ASSIGNED TASK = Two lines mark the range in the entries below: the one holding "index mcp: (253, 206)" and the one holding "ring dip: (205, 183)". Set down those two and all lines between them, exactly.

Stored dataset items
☆ ☆ ☆

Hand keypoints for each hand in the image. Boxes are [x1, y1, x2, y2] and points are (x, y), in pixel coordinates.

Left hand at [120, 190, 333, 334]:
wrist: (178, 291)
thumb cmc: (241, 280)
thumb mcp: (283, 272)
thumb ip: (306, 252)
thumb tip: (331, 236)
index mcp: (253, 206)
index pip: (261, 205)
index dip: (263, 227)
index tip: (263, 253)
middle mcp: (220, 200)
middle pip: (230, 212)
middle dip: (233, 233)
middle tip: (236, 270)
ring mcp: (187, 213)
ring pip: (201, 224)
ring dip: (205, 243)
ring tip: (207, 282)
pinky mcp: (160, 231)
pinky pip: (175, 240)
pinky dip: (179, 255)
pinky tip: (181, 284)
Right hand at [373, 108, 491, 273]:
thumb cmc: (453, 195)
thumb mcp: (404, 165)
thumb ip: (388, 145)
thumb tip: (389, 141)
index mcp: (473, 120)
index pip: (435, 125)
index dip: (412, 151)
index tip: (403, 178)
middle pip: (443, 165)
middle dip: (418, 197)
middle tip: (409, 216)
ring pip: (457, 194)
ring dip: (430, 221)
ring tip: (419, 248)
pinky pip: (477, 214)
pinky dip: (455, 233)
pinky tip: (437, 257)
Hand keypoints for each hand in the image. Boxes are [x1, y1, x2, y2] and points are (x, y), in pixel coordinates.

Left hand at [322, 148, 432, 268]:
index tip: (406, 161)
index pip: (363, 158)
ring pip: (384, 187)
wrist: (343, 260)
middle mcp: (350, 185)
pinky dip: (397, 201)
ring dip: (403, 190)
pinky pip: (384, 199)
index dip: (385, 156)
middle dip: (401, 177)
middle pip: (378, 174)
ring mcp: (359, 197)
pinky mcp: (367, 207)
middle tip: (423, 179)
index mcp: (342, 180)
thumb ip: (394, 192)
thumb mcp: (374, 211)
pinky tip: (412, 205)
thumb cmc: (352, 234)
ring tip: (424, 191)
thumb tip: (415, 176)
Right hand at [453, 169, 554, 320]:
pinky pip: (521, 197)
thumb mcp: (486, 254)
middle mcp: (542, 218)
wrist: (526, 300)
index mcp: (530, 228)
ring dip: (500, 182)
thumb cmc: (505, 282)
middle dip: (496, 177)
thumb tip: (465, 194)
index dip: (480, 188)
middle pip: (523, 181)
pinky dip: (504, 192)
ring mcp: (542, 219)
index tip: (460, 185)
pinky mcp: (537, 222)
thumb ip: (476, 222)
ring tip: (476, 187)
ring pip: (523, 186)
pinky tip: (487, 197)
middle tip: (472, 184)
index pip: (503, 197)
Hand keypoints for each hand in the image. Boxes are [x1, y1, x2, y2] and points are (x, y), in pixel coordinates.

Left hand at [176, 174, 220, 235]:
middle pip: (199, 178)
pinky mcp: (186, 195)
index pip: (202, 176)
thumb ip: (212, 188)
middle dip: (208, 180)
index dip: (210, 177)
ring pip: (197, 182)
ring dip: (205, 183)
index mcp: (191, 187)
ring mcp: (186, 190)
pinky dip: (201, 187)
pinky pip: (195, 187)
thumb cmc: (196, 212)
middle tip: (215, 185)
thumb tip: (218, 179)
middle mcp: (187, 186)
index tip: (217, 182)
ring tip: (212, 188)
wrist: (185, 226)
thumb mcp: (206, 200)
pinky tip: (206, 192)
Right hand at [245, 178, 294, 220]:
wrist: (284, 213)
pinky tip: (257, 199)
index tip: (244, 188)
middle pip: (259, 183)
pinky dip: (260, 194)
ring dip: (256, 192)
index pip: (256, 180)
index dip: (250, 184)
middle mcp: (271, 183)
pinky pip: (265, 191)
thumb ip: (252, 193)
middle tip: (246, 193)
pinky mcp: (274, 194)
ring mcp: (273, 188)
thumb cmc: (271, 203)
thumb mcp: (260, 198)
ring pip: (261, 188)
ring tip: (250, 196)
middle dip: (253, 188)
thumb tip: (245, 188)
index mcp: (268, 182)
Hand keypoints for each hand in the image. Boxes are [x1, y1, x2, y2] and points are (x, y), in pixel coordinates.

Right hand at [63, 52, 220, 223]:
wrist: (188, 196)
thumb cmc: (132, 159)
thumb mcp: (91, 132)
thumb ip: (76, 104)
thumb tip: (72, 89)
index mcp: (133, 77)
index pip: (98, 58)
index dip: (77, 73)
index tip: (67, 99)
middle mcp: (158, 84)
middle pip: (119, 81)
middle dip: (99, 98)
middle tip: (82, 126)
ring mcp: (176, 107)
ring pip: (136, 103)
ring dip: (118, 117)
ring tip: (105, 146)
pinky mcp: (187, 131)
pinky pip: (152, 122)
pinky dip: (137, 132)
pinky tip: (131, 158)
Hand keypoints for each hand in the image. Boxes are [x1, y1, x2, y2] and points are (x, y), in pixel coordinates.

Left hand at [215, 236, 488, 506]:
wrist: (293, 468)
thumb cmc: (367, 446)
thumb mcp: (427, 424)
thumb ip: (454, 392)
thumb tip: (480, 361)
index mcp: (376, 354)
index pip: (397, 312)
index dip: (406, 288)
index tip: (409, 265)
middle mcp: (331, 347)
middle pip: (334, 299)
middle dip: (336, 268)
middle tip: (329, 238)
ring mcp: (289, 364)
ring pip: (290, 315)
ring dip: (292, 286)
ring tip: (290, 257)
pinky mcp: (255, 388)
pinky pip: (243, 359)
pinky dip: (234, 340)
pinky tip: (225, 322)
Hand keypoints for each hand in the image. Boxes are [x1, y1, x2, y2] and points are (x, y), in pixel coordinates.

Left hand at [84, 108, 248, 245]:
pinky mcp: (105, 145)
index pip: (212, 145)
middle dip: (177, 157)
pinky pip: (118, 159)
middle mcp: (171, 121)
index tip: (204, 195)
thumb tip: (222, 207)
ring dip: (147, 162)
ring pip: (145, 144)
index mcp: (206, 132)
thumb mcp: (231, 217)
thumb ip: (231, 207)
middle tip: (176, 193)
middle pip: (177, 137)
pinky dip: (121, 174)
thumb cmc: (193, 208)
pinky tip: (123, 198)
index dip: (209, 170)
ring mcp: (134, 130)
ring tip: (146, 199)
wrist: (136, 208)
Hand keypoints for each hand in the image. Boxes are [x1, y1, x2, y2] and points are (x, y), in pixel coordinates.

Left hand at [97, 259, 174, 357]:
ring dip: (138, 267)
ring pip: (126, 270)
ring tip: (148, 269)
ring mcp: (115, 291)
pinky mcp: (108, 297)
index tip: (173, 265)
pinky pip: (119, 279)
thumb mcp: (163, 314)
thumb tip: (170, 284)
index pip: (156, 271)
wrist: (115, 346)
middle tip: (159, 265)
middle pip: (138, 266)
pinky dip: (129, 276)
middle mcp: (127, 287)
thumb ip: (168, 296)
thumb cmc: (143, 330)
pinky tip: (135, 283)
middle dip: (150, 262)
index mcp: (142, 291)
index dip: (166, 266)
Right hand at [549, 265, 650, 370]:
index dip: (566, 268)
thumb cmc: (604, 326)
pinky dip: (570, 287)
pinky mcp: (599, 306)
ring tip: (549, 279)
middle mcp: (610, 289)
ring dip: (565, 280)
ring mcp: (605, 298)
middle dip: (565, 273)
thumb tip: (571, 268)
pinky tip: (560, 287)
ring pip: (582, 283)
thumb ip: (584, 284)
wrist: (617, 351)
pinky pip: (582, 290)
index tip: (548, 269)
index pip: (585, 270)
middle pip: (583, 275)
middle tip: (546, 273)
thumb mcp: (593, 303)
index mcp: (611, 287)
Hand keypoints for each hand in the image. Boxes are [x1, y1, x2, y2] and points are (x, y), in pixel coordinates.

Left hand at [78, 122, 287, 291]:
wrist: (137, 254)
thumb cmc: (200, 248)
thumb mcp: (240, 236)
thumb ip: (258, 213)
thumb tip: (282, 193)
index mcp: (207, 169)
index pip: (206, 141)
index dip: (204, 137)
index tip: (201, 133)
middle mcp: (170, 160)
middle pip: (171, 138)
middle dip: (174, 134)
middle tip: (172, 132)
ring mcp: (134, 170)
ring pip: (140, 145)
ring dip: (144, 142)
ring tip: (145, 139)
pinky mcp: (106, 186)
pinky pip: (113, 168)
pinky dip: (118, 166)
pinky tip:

☆ ☆ ☆

RESPONSE =
index mcp: (253, 206)
index pip: (261, 205)
index dip: (263, 227)
index tip: (263, 253)
middle mcp: (220, 200)
middle pip: (230, 212)
middle dip: (233, 233)
middle tip: (236, 270)
ring mcp: (187, 213)
ring pip: (201, 224)
ring dip: (205, 243)
ring tip: (207, 282)
pinky mcp: (160, 231)
pinky pip: (175, 240)
pinky dip: (179, 255)
pinky tip: (181, 284)
Right hand at [373, 108, 491, 273]:
thumb cmc: (453, 195)
thumb mcp: (404, 165)
thumb ip: (388, 145)
thumb tip: (389, 141)
index mcp: (473, 120)
index pip: (435, 125)
index dip: (412, 151)
index tip: (403, 178)
middle pip: (443, 165)
middle dip: (418, 197)
middle tip: (409, 216)
ring pip: (457, 194)
ring dip: (430, 221)
ring tip: (419, 248)
pinky pip: (477, 214)
pinky dip: (455, 233)
pinky tip: (437, 257)
Hand keypoints for each hand in the image. Boxes are [x1, y1, x2, y2] and points are (x, y), in pixel coordinates.

Left hand at [322, 148, 432, 268]:
index tip: (406, 161)
index pip: (363, 158)
ring pip: (384, 187)
wrist: (343, 260)
middle mcp: (350, 185)
pinky dip: (397, 201)
ring dip: (403, 190)
pinky pip: (384, 199)
index dip: (385, 156)
middle dip: (401, 177)
middle pip: (378, 174)
ring mcp: (359, 197)
pinky mcp: (367, 207)
middle tip: (423, 179)
index mcp: (342, 180)
thumb ip: (394, 192)
thumb mcp: (374, 211)
pinky tip: (412, 205)
thumb cmc: (352, 234)
ring tip: (424, 191)
thumb tip: (415, 176)
Right hand at [453, 169, 554, 320]:
pinky pip: (521, 197)
thumb mcp: (486, 254)
middle mcp: (542, 218)
wrist: (526, 300)
index mcp: (530, 228)
ring dip: (500, 182)
thumb cmc: (505, 282)
middle dip: (496, 177)
thumb tip: (465, 194)
index dip: (480, 188)
middle pip: (523, 181)
pinky dip: (504, 192)
ring mcp: (542, 219)
index tip: (460, 185)
pinky mcp: (537, 222)
thumb ip: (476, 222)
ring tip: (476, 187)
ring pip: (523, 186)
pinky tip: (487, 197)
middle tip: (472, 184)
index pip: (503, 197)
Hand keypoints for each hand in the image. Boxes are [x1, y1, x2, y2] and points are (x, y), in pixel coordinates.

Left hand at [176, 174, 220, 235]:
middle pip: (199, 178)
pinky mcp: (186, 195)
index pip: (202, 176)
thumb ip: (212, 188)
middle dip: (208, 180)
index dip: (210, 177)
ring pip: (197, 182)
ring dip: (205, 183)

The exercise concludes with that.